_RECORDS FOR THIS TASK_
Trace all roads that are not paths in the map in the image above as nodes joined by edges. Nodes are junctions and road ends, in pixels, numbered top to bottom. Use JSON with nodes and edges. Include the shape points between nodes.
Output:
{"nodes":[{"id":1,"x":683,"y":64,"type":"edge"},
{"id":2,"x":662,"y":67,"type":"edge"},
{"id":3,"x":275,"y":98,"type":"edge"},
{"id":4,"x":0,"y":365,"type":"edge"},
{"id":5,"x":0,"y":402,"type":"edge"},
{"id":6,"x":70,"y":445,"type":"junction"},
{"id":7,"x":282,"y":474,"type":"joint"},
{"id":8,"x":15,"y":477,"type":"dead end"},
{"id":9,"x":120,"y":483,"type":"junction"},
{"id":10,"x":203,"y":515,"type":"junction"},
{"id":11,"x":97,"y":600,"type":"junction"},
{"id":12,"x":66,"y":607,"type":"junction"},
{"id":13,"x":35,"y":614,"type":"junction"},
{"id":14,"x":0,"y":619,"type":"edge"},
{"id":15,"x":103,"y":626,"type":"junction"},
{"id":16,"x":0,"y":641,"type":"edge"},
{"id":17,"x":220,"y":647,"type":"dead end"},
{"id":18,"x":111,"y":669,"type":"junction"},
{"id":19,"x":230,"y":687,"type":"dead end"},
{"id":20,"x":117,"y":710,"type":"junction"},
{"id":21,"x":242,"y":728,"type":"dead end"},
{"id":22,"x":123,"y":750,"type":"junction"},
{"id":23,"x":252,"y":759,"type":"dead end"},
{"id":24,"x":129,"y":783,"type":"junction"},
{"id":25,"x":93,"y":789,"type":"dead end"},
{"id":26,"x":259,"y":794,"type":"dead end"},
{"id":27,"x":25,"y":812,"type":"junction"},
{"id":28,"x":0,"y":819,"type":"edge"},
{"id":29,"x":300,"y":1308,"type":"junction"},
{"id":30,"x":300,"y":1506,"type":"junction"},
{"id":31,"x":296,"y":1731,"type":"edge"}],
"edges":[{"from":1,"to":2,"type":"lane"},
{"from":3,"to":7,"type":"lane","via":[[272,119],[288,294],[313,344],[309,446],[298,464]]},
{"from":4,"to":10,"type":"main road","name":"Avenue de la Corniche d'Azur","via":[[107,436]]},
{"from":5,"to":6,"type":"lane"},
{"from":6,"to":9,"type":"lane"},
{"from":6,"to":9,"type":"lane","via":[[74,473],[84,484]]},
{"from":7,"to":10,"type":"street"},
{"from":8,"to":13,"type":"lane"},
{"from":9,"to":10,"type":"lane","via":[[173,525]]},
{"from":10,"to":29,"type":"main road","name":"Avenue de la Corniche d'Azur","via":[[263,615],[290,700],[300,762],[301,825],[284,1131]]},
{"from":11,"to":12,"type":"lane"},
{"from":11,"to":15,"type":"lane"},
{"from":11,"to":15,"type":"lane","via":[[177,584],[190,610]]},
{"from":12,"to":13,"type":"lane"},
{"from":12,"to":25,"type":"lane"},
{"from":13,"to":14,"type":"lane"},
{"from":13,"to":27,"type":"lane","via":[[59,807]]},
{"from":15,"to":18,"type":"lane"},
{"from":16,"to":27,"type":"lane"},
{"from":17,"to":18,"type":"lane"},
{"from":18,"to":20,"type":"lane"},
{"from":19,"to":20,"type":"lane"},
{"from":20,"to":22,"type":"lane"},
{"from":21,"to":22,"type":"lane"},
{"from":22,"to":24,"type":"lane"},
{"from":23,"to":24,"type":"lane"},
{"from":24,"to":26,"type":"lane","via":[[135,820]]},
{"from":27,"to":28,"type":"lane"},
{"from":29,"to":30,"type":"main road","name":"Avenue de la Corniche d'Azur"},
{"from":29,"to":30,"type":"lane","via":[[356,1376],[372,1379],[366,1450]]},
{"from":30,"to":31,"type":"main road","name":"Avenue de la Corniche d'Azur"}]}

_ASSIGNMENT_
Find each line in the listing above that contains "nodes", and copy that line.

_ANSWER SPACE_
Trace all roads that are not paths in the map in the image above as nodes joined by edges. Nodes are junctions and road ends, in pixels, numbered top to bottom. Use JSON with nodes and edges. Include the shape points between nodes.
{"nodes":[{"id":1,"x":683,"y":64,"type":"edge"},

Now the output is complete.